Problem to work on: Search the records for the word "junction". Copy every line where it appears.

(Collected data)
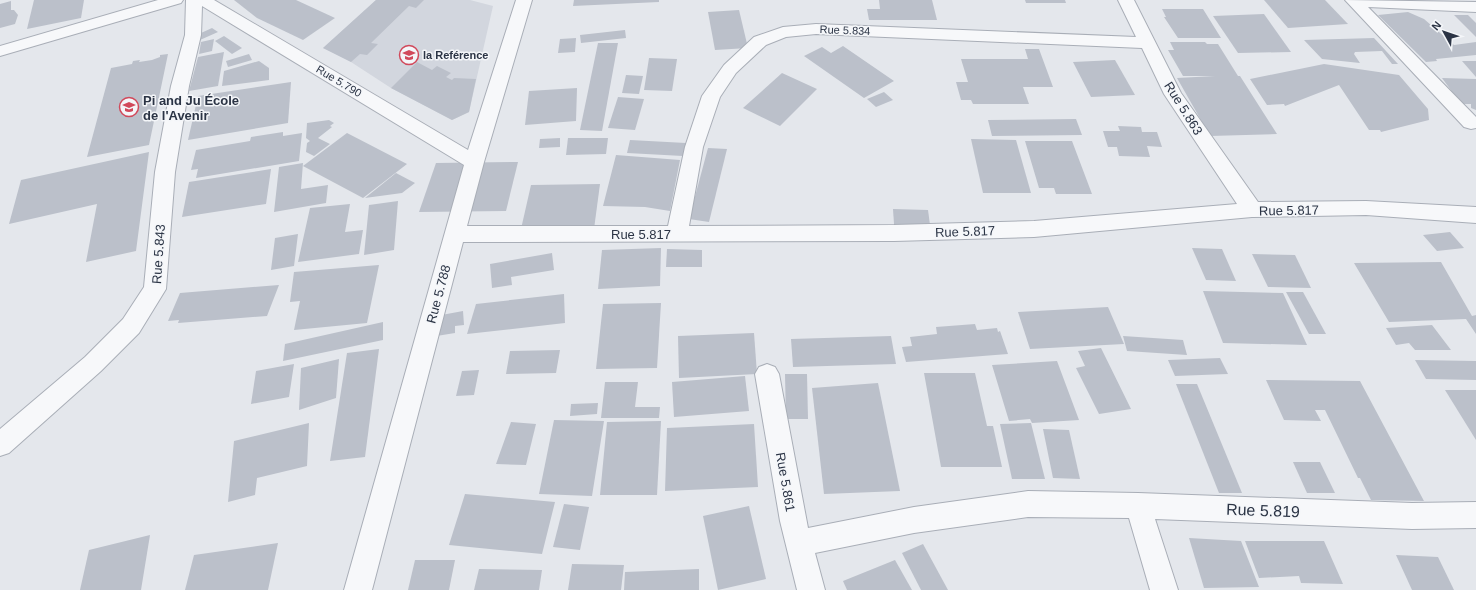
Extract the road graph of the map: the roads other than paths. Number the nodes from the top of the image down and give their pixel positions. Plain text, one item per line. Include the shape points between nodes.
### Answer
1 (175, 0) edge
2 (194, 0) edge
3 (203, 0) edge
4 (524, 0) edge
5 (1126, 0) edge
6 (1353, 1) edge
7 (1476, 7) edge
8 (1147, 43) junction
9 (3, 50) edge
10 (0, 68) edge
11 (1474, 126) edge
12 (474, 162) junction
13 (1252, 210) junction
14 (1476, 215) edge
15 (454, 234) junction
16 (677, 234) junction
17 (767, 374) dead end
18 (0, 445) edge
19 (1138, 506) junction
20 (1476, 515) edge
21 (799, 543) junction
22 (358, 590) edge
23 (811, 590) edge
24 (1164, 590) edge

1 - 9 street
2 - 18 street, Rue 5.843 via 193,35 180,86 165,172 155,289 131,326 93,364
3 - 12 street, Rue 5.790
4 - 12 street, Rue 5.788
5 - 8 street, Rue 5.863
6 - 7 street
6 - 11 street
8 - 13 street, Rue 5.863 via 1173,94
8 - 16 street, Rue 5.834 via 816,29 783,32 760,41 730,69 711,96 694,148
9 - 10 street
12 - 15 street, Rue 5.788
13 - 14 street, Rue 5.817 via 1366,208
13 - 16 street, Rue 5.817 via 1034,229
15 - 16 street, Rue 5.817
15 - 22 street, Rue 5.788
17 - 21 street, Rue 5.861
19 - 20 street, Rue 5.819
19 - 21 street, Rue 5.819 via 1028,504 914,520
19 - 24 street
21 - 23 street, Rue 5.861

Response for this exercise:
8 (1147, 43) junction
12 (474, 162) junction
13 (1252, 210) junction
15 (454, 234) junction
16 (677, 234) junction
19 (1138, 506) junction
21 (799, 543) junction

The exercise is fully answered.